I have been a fan of Ricky's for a long time now.  I can even remember him on 'The Eleven o'clock show' on Channel 4 a long time ago – probably before most people had heard of him or started admiring him.

Then of course came 'The Office' and all the other great stuff that's come from this comic genius. 

I have been living in Singapore for over five years now and it wouldn't be unfair to say that, from my perspective, it's a cultural void to a large extent when it come to edgy, satirical or intelligent comedy.  There still seems to be a penchant for visual gags here where someone entering a room with a pair of stupid glasses on and a wig is still considered funny.  I say 'still' because I remember a time when that 'Benny Hill' approach to humor was popular in England when I was growing up.

I mention this because this void had led me to almost reach a point of craving humor of Ricky's type and then his podcasts and audiobooks came along.  They first started appearing a few years ago and  suddenly my walks home from work were delightfully enhanced and I found myself almost skipping to the train with a permanent grin on my face.  It would not be unusual for me to burst out laughing on the train either and, believe me, that's not something that's encouraged here!

It was, I suppose, at this time that I began to form a kind of relationship with Ricky.  It was no more than him making me laugh I suppose but it was the fact that it was a solitary experience for me (iPod and headphones you see) – not sharing my laughter with anyone:  Just Ricky, Steve (Merchant) and Karl (Pilkington) and me.

Recently I have taken to reading Ricky's Blog.

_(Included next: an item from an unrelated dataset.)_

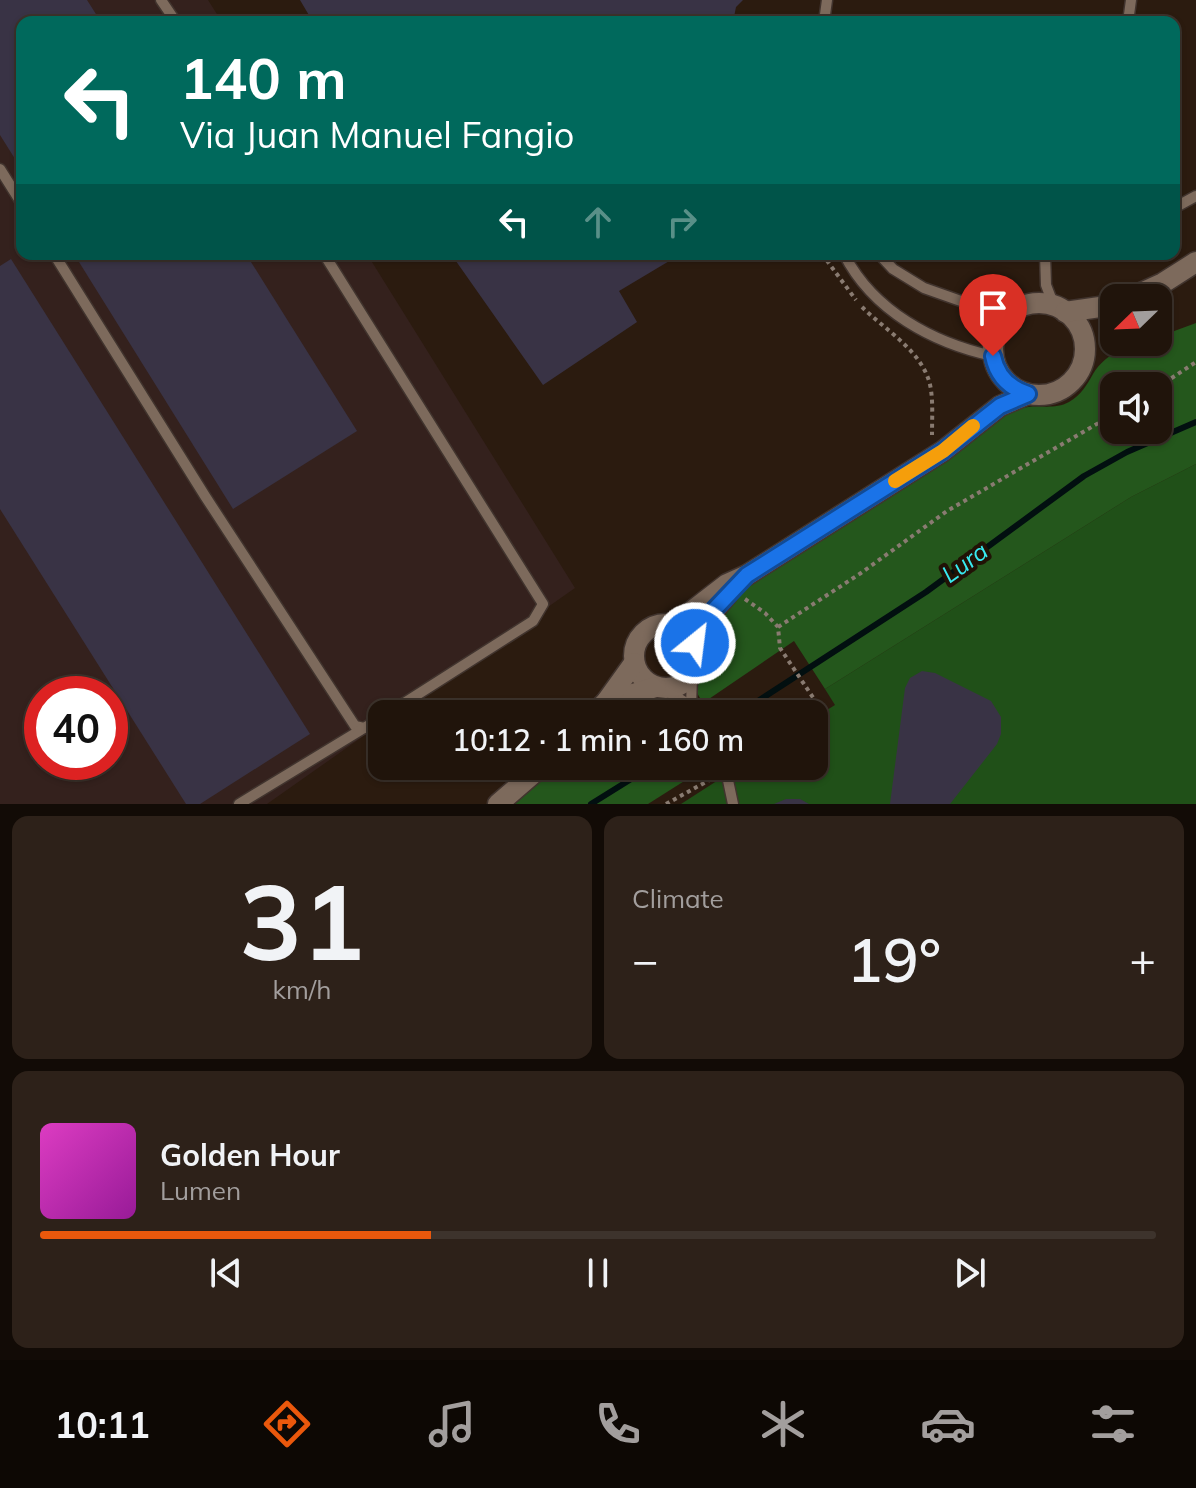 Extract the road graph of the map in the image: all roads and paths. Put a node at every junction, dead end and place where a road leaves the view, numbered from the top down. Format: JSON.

I suppose it has a lot to do with Ricky's writing style and his incredibly open approach to blogging that that has further cemented my relationship with him.  I've read so many blogs – professional blogs, blogs of friends, mySpace stuff etc but never have I felt so openly invited into the life, feelings, musings and, above all, wonderful comic energy and ebullience as I feel when I read his blog.  It feels like the connectivity that the internet offers coupled with the whole notion of blogging all wrapped up with the genius and complete lack of pretence of this man has somehow opened up a new communication channel for me that feels really fresh,vibrant and, at the same time,incredibly intimate and almost naiive and child-like in its appeal.